**TASK DIRECTIONS:** Once you have read the data below, please repeat all of it exactly.

**DATA FOR REVIEW:**

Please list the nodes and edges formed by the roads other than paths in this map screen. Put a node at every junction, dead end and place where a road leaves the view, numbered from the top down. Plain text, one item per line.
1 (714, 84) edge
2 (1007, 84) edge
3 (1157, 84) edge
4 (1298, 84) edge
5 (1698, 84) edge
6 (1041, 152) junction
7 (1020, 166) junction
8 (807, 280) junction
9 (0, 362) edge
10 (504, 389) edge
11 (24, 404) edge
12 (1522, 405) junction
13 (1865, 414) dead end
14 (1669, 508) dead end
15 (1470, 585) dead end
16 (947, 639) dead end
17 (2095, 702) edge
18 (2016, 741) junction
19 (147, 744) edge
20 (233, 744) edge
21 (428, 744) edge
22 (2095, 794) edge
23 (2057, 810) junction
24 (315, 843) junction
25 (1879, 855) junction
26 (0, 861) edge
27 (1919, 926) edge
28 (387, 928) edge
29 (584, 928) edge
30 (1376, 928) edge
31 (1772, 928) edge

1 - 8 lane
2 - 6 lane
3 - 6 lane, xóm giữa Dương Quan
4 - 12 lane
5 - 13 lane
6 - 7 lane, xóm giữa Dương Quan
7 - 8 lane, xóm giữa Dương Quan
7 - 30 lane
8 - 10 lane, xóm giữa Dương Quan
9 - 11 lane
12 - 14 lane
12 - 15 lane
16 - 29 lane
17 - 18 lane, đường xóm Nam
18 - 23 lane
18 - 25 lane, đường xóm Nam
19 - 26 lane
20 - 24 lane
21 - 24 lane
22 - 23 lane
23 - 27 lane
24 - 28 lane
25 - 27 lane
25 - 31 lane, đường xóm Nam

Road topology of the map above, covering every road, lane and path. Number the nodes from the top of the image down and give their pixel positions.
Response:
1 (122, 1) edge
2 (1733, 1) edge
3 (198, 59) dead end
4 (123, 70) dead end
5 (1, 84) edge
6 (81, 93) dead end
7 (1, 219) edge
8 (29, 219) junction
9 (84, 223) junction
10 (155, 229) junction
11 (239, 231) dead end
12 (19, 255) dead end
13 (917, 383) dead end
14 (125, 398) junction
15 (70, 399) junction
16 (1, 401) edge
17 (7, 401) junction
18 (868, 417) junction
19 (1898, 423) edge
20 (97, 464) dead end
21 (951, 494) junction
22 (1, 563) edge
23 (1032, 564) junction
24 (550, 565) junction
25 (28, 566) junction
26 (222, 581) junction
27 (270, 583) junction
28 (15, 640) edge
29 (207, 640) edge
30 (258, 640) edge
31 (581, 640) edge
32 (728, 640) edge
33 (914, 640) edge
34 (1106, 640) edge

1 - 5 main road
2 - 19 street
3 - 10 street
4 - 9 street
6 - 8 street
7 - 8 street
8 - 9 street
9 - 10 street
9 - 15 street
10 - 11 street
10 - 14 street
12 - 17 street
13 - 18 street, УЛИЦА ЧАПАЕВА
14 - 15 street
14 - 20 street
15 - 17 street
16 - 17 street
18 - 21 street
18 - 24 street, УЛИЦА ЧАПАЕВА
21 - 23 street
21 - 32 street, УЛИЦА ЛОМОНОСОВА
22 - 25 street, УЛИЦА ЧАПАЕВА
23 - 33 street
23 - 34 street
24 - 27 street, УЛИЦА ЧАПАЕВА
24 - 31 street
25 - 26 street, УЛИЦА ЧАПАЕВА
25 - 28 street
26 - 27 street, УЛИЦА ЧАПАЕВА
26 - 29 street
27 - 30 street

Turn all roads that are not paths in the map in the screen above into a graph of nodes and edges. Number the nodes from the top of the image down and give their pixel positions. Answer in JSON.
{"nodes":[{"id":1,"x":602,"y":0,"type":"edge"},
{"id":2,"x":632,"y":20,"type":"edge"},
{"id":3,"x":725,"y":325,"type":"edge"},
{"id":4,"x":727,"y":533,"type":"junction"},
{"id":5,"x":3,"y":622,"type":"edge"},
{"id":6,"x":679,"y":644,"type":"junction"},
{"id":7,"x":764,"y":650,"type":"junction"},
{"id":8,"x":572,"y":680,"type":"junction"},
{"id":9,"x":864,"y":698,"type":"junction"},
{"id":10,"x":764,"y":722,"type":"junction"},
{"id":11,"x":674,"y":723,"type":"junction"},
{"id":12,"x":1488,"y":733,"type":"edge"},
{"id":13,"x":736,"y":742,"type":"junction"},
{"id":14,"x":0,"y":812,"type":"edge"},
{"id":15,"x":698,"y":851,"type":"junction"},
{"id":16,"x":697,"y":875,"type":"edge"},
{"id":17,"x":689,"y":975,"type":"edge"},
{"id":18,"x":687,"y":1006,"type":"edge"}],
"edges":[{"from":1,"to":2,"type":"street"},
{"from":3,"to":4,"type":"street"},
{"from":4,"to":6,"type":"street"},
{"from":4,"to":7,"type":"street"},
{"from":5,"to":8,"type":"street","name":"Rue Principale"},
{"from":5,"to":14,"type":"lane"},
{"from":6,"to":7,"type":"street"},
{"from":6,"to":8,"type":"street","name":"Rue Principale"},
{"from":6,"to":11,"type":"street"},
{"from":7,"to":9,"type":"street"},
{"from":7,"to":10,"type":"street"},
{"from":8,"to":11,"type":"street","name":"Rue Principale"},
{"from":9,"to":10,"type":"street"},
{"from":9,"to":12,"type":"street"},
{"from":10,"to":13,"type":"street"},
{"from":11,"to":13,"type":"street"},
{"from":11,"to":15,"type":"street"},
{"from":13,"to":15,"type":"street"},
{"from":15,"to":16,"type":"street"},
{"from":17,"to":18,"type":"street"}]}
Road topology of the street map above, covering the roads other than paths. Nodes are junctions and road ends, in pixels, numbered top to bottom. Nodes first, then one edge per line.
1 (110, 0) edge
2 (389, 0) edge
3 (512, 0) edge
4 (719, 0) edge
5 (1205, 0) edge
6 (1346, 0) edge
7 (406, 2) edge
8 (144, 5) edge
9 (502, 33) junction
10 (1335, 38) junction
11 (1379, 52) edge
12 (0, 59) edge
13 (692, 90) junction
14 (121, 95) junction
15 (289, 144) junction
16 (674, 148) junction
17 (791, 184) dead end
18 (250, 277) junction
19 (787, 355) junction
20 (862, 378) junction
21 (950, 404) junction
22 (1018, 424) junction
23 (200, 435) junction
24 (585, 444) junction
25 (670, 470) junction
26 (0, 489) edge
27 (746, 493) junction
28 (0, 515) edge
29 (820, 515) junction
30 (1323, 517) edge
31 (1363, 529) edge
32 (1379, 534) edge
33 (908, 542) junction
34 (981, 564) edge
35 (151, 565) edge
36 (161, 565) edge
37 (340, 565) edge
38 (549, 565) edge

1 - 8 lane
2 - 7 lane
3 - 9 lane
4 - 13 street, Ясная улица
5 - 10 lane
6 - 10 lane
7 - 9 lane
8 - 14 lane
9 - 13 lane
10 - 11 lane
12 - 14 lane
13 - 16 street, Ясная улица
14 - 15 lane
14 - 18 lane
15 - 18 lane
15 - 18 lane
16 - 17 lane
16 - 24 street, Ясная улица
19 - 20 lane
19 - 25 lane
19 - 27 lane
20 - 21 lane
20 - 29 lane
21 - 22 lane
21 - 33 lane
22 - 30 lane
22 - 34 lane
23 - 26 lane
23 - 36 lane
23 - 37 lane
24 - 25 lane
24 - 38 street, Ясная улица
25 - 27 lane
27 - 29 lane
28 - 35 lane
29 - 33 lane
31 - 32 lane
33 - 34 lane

**COMPLETED TASK:**
Please list the nodes and edges formed by the roads other than paths in this map screen. Put a node at every junction, dead end and place where a road leaves the view, numbered from the top down. Plain text, one item per line.
1 (714, 84) edge
2 (1007, 84) edge
3 (1157, 84) edge
4 (1298, 84) edge
5 (1698, 84) edge
6 (1041, 152) junction
7 (1020, 166) junction
8 (807, 280) junction
9 (0, 362) edge
10 (504, 389) edge
11 (24, 404) edge
12 (1522, 405) junction
13 (1865, 414) dead end
14 (1669, 508) dead end
15 (1470, 585) dead end
16 (947, 639) dead end
17 (2095, 702) edge
18 (2016, 741) junction
19 (147, 744) edge
20 (233, 744) edge
21 (428, 744) edge
22 (2095, 794) edge
23 (2057, 810) junction
24 (315, 843) junction
25 (1879, 855) junction
26 (0, 861) edge
27 (1919, 926) edge
28 (387, 928) edge
29 (584, 928) edge
30 (1376, 928) edge
31 (1772, 928) edge

1 - 8 lane
2 - 6 lane
3 - 6 lane, xóm giữa Dương Quan
4 - 12 lane
5 - 13 lane
6 - 7 lane, xóm giữa Dương Quan
7 - 8 lane, xóm giữa Dương Quan
7 - 30 lane
8 - 10 lane, xóm giữa Dương Quan
9 - 11 lane
12 - 14 lane
12 - 15 lane
16 - 29 lane
17 - 18 lane, đường xóm Nam
18 - 23 lane
18 - 25 lane, đường xóm Nam
19 - 26 lane
20 - 24 lane
21 - 24 lane
22 - 23 lane
23 - 27 lane
24 - 28 lane
25 - 27 lane
25 - 31 lane, đường xóm Nam

Road topology of the map above, covering every road, lane and path. Number the nodes from the top of the image down and give their pixel positions.
Response:
1 (122, 1) edge
2 (1733, 1) edge
3 (198, 59) dead end
4 (123, 70) dead end
5 (1, 84) edge
6 (81, 93) dead end
7 (1, 219) edge
8 (29, 219) junction
9 (84, 223) junction
10 (155, 229) junction
11 (239, 231) dead end
12 (19, 255) dead end
13 (917, 383) dead end
14 (125, 398) junction
15 (70, 399) junction
16 (1, 401) edge
17 (7, 401) junction
18 (868, 417) junction
19 (1898, 423) edge
20 (97, 464) dead end
21 (951, 494) junction
22 (1, 563) edge
23 (1032, 564) junction
24 (550, 565) junction
25 (28, 566) junction
26 (222, 581) junction
27 (270, 583) junction
28 (15, 640) edge
29 (207, 640) edge
30 (258, 640) edge
31 (581, 640) edge
32 (728, 640) edge
33 (914, 640) edge
34 (1106, 640) edge

1 - 5 main road
2 - 19 street
3 - 10 street
4 - 9 street
6 - 8 street
7 - 8 street
8 - 9 street
9 - 10 street
9 - 15 street
10 - 11 street
10 - 14 street
12 - 17 street
13 - 18 street, УЛИЦА ЧАПАЕВА
14 - 15 street
14 - 20 street
15 - 17 street
16 - 17 street
18 - 21 street
18 - 24 street, УЛИЦА ЧАПАЕВА
21 - 23 street
21 - 32 street, УЛИЦА ЛОМОНОСОВА
22 - 25 street, УЛИЦА ЧАПАЕВА
23 - 33 street
23 - 34 street
24 - 27 street, УЛИЦА ЧАПАЕВА
24 - 31 street
25 - 26 street, УЛИЦА ЧАПАЕВА
25 - 28 street
26 - 27 street, УЛИЦА ЧАПАЕВА
26 - 29 street
27 - 30 street

Turn all roads that are not paths in the map in the screen above into a graph of nodes and edges. Number the nodes from the top of the image down and give their pixel positions. Answer in JSON.
{"nodes":[{"id":1,"x":602,"y":0,"type":"edge"},
{"id":2,"x":632,"y":20,"type":"edge"},
{"id":3,"x":725,"y":325,"type":"edge"},
{"id":4,"x":727,"y":533,"type":"junction"},
{"id":5,"x":3,"y":622,"type":"edge"},
{"id":6,"x":679,"y":644,"type":"junction"},
{"id":7,"x":764,"y":650,"type":"junction"},
{"id":8,"x":572,"y":680,"type":"junction"},
{"id":9,"x":864,"y":698,"type":"junction"},
{"id":10,"x":764,"y":722,"type":"junction"},
{"id":11,"x":674,"y":723,"type":"junction"},
{"id":12,"x":1488,"y":733,"type":"edge"},
{"id":13,"x":736,"y":742,"type":"junction"},
{"id":14,"x":0,"y":812,"type":"edge"},
{"id":15,"x":698,"y":851,"type":"junction"},
{"id":16,"x":697,"y":875,"type":"edge"},
{"id":17,"x":689,"y":975,"type":"edge"},
{"id":18,"x":687,"y":1006,"type":"edge"}],
"edges":[{"from":1,"to":2,"type":"street"},
{"from":3,"to":4,"type":"street"},
{"from":4,"to":6,"type":"street"},
{"from":4,"to":7,"type":"street"},
{"from":5,"to":8,"type":"street","name":"Rue Principale"},
{"from":5,"to":14,"type":"lane"},
{"from":6,"to":7,"type":"street"},
{"from":6,"to":8,"type":"street","name":"Rue Principale"},
{"from":6,"to":11,"type":"street"},
{"from":7,"to":9,"type":"street"},
{"from":7,"to":10,"type":"street"},
{"from":8,"to":11,"type":"street","name":"Rue Principale"},
{"from":9,"to":10,"type":"street"},
{"from":9,"to":12,"type":"street"},
{"from":10,"to":13,"type":"street"},
{"from":11,"to":13,"type":"street"},
{"from":11,"to":15,"type":"street"},
{"from":13,"to":15,"type":"street"},
{"from":15,"to":16,"type":"street"},
{"from":17,"to":18,"type":"street"}]}
Road topology of the street map above, covering the roads other than paths. Nodes are junctions and road ends, in pixels, numbered top to bottom. Nodes first, then one edge per line.
1 (110, 0) edge
2 (389, 0) edge
3 (512, 0) edge
4 (719, 0) edge
5 (1205, 0) edge
6 (1346, 0) edge
7 (406, 2) edge
8 (144, 5) edge
9 (502, 33) junction
10 (1335, 38) junction
11 (1379, 52) edge
12 (0, 59) edge
13 (692, 90) junction
14 (121, 95) junction
15 (289, 144) junction
16 (674, 148) junction
17 (791, 184) dead end
18 (250, 277) junction
19 (787, 355) junction
20 (862, 378) junction
21 (950, 404) junction
22 (1018, 424) junction
23 (200, 435) junction
24 (585, 444) junction
25 (670, 470) junction
26 (0, 489) edge
27 (746, 493) junction
28 (0, 515) edge
29 (820, 515) junction
30 (1323, 517) edge
31 (1363, 529) edge
32 (1379, 534) edge
33 (908, 542) junction
34 (981, 564) edge
35 (151, 565) edge
36 (161, 565) edge
37 (340, 565) edge
38 (549, 565) edge

1 - 8 lane
2 - 7 lane
3 - 9 lane
4 - 13 street, Ясная улица
5 - 10 lane
6 - 10 lane
7 - 9 lane
8 - 14 lane
9 - 13 lane
10 - 11 lane
12 - 14 lane
13 - 16 street, Ясная улица
14 - 15 lane
14 - 18 lane
15 - 18 lane
15 - 18 lane
16 - 17 lane
16 - 24 street, Ясная улица
19 - 20 lane
19 - 25 lane
19 - 27 lane
20 - 21 lane
20 - 29 lane
21 - 22 lane
21 - 33 lane
22 - 30 lane
22 - 34 lane
23 - 26 lane
23 - 36 lane
23 - 37 lane
24 - 25 lane
24 - 38 street, Ясная улица
25 - 27 lane
27 - 29 lane
28 - 35 lane
29 - 33 lane
31 - 32 lane
33 - 34 lane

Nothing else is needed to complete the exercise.